El pueblo, en tanto, toma ahora su propio camino y, también, se podría decir, sus propios desvíos. Las fuerzas revolucionarias deben conducir, pero para ello deben acompañar al pueblo siempre.
Las lecciones de octubre
Eso es lo único importante. Y es la única lección constante, maciza, que se puede sacar del levantamiento del 18 de octubre de 2019: aquí ya no hay vuelta atrás.
El levantamiento popular en Santiago se extendió a todo el país en un día. Desde entonces, el pueblo no ha dejado de luchar un solo minuto. Ha llenado avenidas y plazas; ha rendido sus sacrificios, sus muertos, sus heridos, sus presos; ha enfrentado las arremetidas de los criminales; ha resistido a la pandemia y al derrumbe económico; se ha organizado y se ha instruido en la acción; ha medido su poder y ha reconocido a sus enemigos. Chile es hoy la esperanza de los pueblos de América y del mundo; en ninguna parte se ha hecho claridad como en esta tierra.
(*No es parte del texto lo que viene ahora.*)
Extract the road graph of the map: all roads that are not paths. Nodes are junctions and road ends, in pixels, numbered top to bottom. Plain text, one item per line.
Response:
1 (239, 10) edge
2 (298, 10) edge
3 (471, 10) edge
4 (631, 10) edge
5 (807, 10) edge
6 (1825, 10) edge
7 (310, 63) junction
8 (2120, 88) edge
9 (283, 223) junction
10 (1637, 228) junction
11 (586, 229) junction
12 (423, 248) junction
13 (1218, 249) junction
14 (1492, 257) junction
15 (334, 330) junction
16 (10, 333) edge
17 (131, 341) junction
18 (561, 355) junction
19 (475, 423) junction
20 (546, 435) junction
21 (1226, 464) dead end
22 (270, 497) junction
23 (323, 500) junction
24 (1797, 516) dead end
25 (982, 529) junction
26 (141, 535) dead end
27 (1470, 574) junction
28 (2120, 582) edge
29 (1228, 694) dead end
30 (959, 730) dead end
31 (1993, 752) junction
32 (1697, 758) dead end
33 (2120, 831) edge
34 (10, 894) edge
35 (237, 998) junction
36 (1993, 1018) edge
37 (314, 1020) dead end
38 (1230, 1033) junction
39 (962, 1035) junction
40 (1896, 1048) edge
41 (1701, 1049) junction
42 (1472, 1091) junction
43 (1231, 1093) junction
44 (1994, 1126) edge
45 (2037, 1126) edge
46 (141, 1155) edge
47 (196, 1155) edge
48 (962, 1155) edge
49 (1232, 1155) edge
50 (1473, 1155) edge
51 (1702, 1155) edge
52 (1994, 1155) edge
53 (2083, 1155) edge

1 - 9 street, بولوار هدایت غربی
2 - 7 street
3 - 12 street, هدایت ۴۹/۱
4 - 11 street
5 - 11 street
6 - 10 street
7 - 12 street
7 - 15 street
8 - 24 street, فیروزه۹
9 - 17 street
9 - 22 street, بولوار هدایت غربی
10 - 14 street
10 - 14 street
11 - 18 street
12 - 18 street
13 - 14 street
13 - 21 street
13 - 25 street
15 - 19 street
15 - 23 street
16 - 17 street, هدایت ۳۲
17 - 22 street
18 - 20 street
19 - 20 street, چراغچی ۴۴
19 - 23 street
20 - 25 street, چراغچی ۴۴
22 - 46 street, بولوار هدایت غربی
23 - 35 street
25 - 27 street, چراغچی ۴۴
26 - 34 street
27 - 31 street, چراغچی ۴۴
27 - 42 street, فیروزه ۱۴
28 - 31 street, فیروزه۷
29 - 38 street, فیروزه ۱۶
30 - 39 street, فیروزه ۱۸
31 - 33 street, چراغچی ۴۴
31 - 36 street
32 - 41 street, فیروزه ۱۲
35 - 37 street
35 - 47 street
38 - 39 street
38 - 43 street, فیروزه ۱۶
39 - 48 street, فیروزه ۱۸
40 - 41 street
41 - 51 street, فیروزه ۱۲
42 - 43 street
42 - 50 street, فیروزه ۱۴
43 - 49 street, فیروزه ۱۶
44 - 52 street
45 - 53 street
Todo lo demás, todo lo que viene, está por definirse, en medio de luchas que serán más duras y difíciles. Las condiciones inmediatas están marcadas por las consecuencias de la pandemia y por la crisis económica. Es necesaria la unidad, la cohesión y la lucha en torno a las demandas más inmediatas que han determinado la acción de nuestro pueblo, no desde el 18 de octubre, sino desde hace décadas. Trabajo, salud, vivienda, educación, justicia, dignidad: esos son las banderas principales del momento. La organización, la lucha constante, la línea tajante entre pueblo y sus enemigos, la claridad y la conciencia, son el motor que propulsa el camino a cambiarlo todo.